Work to complete -> Leave out every line before the one containing "Which roads connect where in the map image", and set down that line and the rest through the end of the listing exactly.

---*---

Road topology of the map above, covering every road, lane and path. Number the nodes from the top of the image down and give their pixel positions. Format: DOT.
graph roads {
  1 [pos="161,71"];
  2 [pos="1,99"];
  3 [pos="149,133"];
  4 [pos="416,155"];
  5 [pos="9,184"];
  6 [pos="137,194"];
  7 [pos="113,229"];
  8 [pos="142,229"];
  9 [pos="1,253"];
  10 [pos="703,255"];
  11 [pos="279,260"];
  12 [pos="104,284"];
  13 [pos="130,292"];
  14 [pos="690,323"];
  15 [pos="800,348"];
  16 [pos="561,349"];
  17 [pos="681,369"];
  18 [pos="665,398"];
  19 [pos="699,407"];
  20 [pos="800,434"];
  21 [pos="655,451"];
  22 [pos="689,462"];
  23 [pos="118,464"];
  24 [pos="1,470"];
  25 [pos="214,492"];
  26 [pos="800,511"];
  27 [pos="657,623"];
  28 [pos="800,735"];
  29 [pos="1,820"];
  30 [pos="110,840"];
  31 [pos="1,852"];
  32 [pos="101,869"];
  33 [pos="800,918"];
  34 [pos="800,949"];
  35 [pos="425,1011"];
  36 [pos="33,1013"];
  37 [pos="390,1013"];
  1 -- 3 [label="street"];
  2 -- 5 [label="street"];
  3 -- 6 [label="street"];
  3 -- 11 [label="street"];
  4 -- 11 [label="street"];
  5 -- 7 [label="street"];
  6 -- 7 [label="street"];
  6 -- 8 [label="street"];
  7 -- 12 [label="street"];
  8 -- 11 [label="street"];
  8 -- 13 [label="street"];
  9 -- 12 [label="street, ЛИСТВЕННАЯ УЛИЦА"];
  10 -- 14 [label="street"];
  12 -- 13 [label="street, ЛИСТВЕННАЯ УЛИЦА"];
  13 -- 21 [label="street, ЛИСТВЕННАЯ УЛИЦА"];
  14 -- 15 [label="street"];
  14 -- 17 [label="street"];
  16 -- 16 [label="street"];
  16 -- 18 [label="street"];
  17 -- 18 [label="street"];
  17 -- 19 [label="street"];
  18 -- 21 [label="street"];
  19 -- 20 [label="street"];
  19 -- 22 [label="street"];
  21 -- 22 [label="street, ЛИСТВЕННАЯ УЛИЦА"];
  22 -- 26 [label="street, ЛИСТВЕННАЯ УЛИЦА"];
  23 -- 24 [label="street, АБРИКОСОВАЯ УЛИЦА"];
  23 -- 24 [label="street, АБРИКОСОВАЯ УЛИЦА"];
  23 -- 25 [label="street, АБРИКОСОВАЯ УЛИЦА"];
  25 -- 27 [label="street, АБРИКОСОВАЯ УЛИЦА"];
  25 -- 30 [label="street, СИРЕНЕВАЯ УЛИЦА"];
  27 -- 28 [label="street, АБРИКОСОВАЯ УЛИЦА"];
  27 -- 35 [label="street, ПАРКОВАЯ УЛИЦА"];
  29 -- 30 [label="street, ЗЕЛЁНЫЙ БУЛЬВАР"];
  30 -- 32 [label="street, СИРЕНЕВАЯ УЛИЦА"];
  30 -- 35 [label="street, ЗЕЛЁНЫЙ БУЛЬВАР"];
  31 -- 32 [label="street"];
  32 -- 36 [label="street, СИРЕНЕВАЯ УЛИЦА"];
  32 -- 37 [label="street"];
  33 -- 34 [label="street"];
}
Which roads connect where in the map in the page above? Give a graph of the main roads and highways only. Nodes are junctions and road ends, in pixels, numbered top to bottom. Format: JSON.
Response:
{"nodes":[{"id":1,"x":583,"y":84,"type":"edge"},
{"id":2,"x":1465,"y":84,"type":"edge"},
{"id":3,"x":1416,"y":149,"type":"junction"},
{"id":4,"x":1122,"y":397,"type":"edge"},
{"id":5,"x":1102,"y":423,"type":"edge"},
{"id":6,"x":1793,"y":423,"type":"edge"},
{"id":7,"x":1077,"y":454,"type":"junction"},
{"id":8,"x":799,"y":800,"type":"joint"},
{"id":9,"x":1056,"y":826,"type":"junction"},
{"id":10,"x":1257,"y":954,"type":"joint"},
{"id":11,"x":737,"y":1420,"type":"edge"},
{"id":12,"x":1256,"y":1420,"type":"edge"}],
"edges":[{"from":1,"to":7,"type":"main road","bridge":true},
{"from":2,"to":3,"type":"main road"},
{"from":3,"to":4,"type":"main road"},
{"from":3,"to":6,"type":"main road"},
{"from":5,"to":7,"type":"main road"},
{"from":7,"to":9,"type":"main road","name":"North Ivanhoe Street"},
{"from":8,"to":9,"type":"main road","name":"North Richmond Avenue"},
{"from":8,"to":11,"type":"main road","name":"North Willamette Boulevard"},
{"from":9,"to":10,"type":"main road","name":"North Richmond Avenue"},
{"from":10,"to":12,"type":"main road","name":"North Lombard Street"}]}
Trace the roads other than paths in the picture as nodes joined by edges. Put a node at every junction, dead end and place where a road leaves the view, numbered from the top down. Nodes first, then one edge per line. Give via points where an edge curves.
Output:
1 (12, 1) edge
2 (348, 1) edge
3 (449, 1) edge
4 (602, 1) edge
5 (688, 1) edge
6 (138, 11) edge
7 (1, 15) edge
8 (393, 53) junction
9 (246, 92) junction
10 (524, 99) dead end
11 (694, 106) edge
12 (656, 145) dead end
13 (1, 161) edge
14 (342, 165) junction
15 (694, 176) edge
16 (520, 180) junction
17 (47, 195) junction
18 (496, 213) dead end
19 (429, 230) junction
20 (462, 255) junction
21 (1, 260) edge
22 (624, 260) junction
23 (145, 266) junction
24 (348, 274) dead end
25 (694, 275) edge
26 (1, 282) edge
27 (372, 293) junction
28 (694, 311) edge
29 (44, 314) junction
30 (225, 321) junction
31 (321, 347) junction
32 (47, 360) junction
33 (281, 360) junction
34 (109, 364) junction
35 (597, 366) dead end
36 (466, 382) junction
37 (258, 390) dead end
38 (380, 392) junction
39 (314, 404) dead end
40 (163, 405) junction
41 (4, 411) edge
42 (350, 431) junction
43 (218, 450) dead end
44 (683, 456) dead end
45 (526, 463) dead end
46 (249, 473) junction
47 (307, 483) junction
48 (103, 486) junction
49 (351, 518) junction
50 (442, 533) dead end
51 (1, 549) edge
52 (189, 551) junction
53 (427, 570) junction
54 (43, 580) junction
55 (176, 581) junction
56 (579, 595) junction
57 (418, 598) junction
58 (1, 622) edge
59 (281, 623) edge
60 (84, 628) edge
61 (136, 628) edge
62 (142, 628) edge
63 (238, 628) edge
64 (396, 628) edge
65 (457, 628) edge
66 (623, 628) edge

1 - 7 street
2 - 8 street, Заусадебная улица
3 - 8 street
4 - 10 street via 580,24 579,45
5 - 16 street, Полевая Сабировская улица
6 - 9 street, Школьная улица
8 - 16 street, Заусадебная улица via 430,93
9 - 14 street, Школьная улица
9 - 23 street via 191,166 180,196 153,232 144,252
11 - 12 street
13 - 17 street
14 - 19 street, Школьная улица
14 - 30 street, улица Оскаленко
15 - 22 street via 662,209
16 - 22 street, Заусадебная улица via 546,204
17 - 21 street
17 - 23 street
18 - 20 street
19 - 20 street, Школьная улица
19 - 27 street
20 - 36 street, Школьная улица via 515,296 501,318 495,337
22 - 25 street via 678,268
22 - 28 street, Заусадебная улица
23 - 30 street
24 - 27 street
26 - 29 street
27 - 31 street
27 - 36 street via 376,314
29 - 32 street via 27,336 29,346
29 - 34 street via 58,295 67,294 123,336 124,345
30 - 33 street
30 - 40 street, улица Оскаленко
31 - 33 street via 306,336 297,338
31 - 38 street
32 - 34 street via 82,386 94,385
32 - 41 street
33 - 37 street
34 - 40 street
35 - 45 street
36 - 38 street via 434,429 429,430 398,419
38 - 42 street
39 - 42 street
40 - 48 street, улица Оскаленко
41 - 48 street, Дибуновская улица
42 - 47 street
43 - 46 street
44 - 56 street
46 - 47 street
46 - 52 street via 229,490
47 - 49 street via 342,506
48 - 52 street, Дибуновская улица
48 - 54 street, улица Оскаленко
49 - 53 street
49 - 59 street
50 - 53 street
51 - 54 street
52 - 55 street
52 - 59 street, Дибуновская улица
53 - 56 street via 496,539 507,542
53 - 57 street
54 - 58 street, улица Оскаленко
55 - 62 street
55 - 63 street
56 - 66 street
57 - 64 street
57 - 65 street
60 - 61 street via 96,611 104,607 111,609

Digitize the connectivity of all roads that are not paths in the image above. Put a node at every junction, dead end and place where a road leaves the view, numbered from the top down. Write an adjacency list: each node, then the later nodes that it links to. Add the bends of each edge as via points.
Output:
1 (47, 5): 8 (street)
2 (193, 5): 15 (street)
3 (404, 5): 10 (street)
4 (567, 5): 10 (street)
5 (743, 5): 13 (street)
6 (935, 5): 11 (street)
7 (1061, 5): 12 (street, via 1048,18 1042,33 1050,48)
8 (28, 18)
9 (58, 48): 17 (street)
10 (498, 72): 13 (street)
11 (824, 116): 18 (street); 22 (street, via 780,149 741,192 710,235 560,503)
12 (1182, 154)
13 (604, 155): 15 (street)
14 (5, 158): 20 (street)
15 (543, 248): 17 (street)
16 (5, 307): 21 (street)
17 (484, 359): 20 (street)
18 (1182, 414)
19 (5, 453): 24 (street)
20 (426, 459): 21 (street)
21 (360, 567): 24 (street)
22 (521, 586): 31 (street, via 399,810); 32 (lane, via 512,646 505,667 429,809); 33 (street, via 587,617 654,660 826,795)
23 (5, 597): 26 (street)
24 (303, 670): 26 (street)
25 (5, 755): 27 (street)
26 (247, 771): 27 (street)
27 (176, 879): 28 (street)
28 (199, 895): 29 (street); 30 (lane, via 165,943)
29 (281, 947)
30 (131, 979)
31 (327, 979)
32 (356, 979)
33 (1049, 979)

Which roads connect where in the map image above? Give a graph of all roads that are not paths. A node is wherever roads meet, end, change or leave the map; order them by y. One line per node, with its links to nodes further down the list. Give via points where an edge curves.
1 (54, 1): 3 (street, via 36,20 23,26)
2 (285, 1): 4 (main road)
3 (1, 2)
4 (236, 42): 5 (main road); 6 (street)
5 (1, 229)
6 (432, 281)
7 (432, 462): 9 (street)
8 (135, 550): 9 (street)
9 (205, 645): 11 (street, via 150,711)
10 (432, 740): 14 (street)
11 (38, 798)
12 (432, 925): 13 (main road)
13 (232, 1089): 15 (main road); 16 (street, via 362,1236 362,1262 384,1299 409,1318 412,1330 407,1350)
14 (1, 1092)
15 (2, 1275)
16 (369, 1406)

---*---

Output for this exercise ->
Which roads connect where in the map image above? Give a graph of all roads that are not paths. A node is wherever roads meet, end, change or leave the map; order them by y. One line per node, with its links to nodes further down the list. Give via points where an edge curves.
1 (54, 1): 3 (street, via 36,20 23,26)
2 (285, 1): 4 (main road)
3 (1, 2)
4 (236, 42): 5 (main road); 6 (street)
5 (1, 229)
6 (432, 281)
7 (432, 462): 9 (street)
8 (135, 550): 9 (street)
9 (205, 645): 11 (street, via 150,711)
10 (432, 740): 14 (street)
11 (38, 798)
12 (432, 925): 13 (main road)
13 (232, 1089): 15 (main road); 16 (street, via 362,1236 362,1262 384,1299 409,1318 412,1330 407,1350)
14 (1, 1092)
15 (2, 1275)
16 (369, 1406)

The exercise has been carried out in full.